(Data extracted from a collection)

_ _ _ _ _ _ _

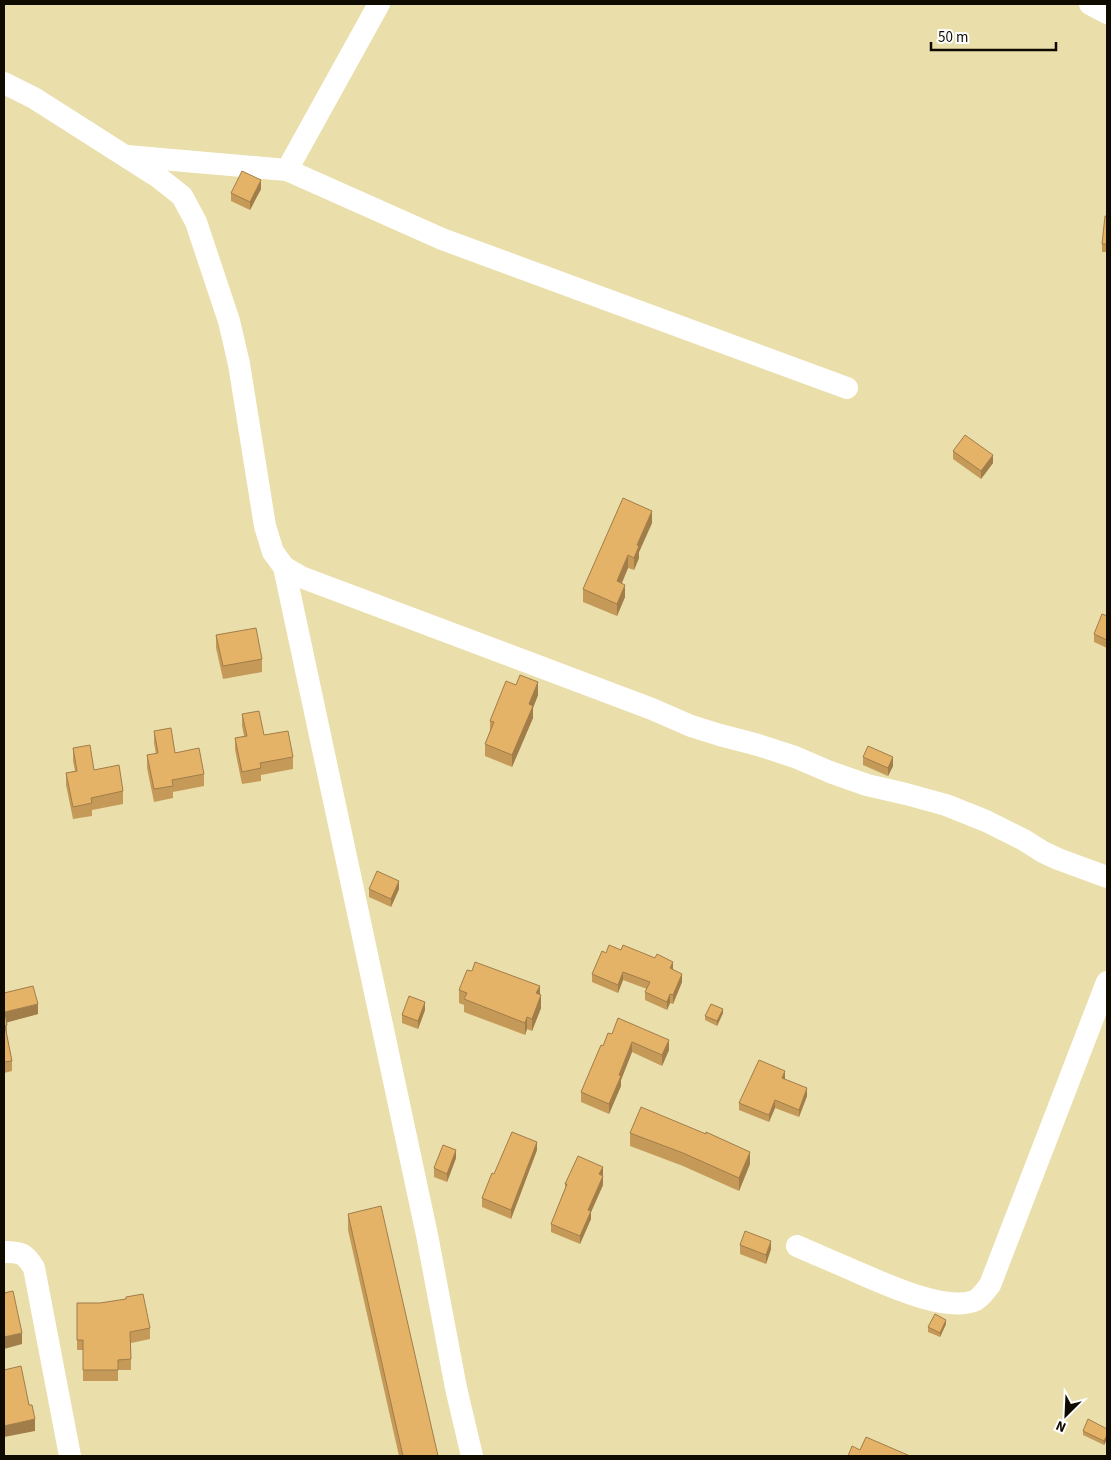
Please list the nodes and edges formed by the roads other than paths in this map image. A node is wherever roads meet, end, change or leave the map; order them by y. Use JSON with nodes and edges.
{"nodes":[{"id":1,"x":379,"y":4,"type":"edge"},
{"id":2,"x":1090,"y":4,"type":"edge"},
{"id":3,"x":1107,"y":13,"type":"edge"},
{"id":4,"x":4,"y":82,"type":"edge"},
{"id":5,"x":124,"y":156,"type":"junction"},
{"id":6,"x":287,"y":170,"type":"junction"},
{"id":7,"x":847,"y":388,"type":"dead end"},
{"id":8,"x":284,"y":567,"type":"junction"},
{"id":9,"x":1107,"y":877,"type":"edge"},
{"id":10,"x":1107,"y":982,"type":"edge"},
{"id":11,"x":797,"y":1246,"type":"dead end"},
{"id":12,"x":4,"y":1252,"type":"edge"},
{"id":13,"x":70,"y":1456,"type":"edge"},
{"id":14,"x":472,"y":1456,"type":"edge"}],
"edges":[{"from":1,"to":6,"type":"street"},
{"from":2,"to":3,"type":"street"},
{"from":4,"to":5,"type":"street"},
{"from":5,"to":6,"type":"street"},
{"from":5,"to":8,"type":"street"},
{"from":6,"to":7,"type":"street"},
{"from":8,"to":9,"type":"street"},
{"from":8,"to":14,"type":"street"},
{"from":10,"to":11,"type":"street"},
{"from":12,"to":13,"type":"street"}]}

_ _ _ _ _ _ _

Please output all of the entries exactly as they appear, with no pictures.

* TASK RESULT *
Please list the nodes and edges formed by the roads other than paths in this map image. A node is wherever roads meet, end, change or leave the map; order them by y. Use JSON with nodes and edges.
{"nodes":[{"id":1,"x":379,"y":4,"type":"edge"},
{"id":2,"x":1090,"y":4,"type":"edge"},
{"id":3,"x":1107,"y":13,"type":"edge"},
{"id":4,"x":4,"y":82,"type":"edge"},
{"id":5,"x":124,"y":156,"type":"junction"},
{"id":6,"x":287,"y":170,"type":"junction"},
{"id":7,"x":847,"y":388,"type":"dead end"},
{"id":8,"x":284,"y":567,"type":"junction"},
{"id":9,"x":1107,"y":877,"type":"edge"},
{"id":10,"x":1107,"y":982,"type":"edge"},
{"id":11,"x":797,"y":1246,"type":"dead end"},
{"id":12,"x":4,"y":1252,"type":"edge"},
{"id":13,"x":70,"y":1456,"type":"edge"},
{"id":14,"x":472,"y":1456,"type":"edge"}],
"edges":[{"from":1,"to":6,"type":"street"},
{"from":2,"to":3,"type":"street"},
{"from":4,"to":5,"type":"street"},
{"from":5,"to":6,"type":"street"},
{"from":5,"to":8,"type":"street"},
{"from":6,"to":7,"type":"street"},
{"from":8,"to":9,"type":"street"},
{"from":8,"to":14,"type":"street"},
{"from":10,"to":11,"type":"street"},
{"from":12,"to":13,"type":"street"}]}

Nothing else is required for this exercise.